▶ **INPUT DATA**:
-*-

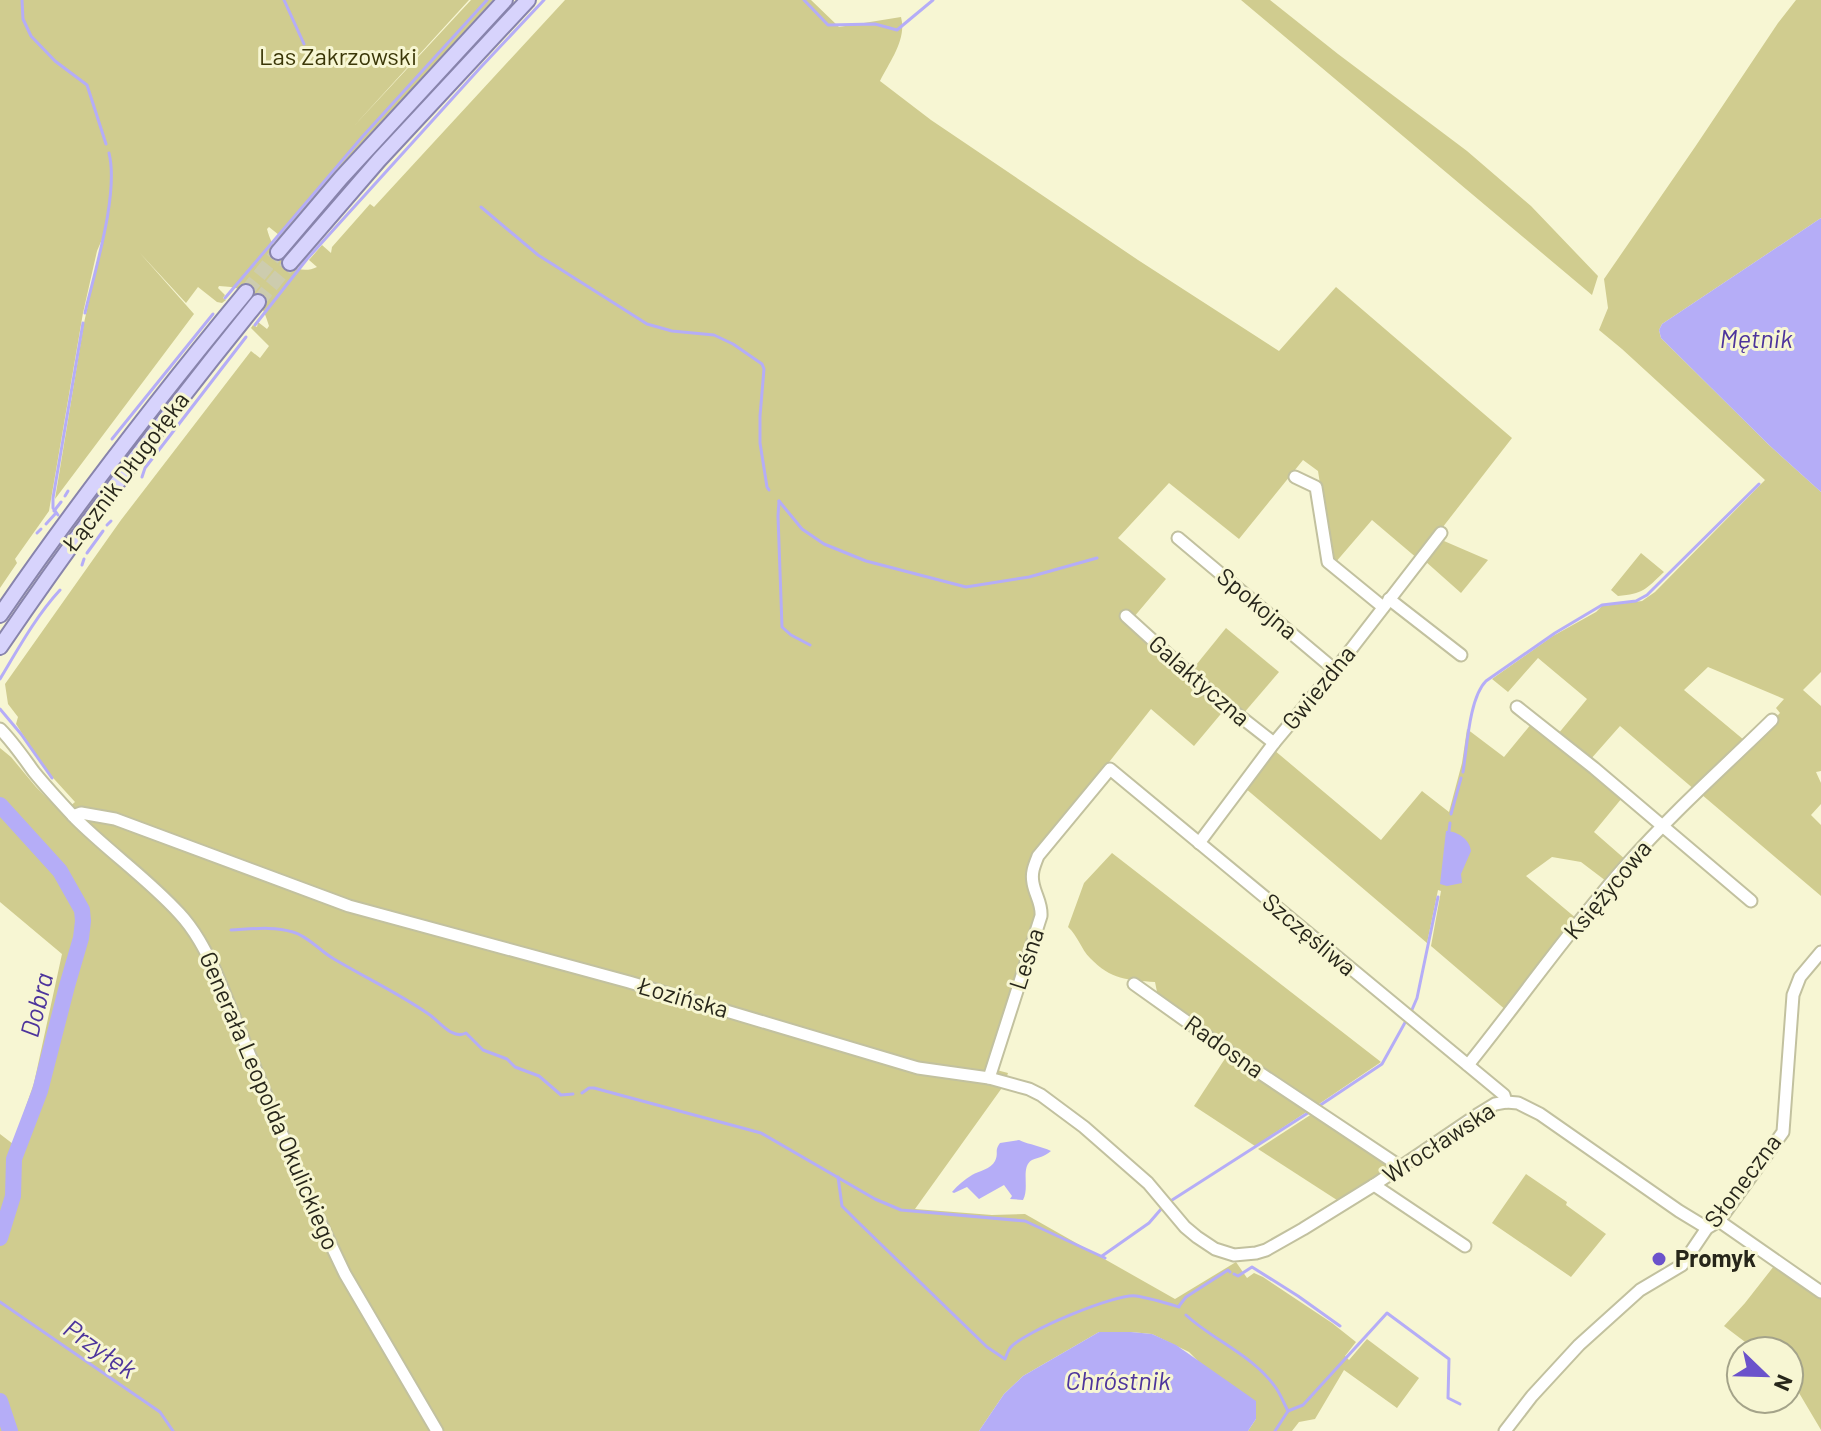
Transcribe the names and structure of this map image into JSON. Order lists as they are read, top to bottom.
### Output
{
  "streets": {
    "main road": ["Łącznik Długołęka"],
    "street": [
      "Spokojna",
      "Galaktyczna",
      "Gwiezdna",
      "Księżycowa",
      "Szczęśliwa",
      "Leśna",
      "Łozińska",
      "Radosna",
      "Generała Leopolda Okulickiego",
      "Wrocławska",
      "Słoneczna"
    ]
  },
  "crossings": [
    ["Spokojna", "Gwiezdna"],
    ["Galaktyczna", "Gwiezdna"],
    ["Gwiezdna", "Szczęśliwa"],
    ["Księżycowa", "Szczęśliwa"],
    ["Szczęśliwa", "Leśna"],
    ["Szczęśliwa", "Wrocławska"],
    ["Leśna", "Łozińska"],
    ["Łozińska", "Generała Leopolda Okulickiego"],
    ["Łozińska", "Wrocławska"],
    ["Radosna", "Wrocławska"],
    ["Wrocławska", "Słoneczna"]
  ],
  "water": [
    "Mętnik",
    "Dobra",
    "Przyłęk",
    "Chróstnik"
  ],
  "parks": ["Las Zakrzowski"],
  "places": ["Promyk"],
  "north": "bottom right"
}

-*-

▶ **INSTRUCTIONS TO FOLLOW**: Write out the data exactly, but not its pictures.

▶ **YOUR SOLUTION**:
Transcribe the names and structure of this map image into JSON. Order lists as they are read, top to bottom.
### Output
{
  "streets": {
    "main road": ["Łącznik Długołęka"],
    "street": [
      "Spokojna",
      "Galaktyczna",
      "Gwiezdna",
      "Księżycowa",
      "Szczęśliwa",
      "Leśna",
      "Łozińska",
      "Radosna",
      "Generała Leopolda Okulickiego",
      "Wrocławska",
      "Słoneczna"
    ]
  },
  "crossings": [
    ["Spokojna", "Gwiezdna"],
    ["Galaktyczna", "Gwiezdna"],
    ["Gwiezdna", "Szczęśliwa"],
    ["Księżycowa", "Szczęśliwa"],
    ["Szczęśliwa", "Leśna"],
    ["Szczęśliwa", "Wrocławska"],
    ["Leśna", "Łozińska"],
    ["Łozińska", "Generała Leopolda Okulickiego"],
    ["Łozińska", "Wrocławska"],
    ["Radosna", "Wrocławska"],
    ["Wrocławska", "Słoneczna"]
  ],
  "water": [
    "Mętnik",
    "Dobra",
    "Przyłęk",
    "Chróstnik"
  ],
  "parks": ["Las Zakrzowski"],
  "places": ["Promyk"],
  "north": "bottom right"
}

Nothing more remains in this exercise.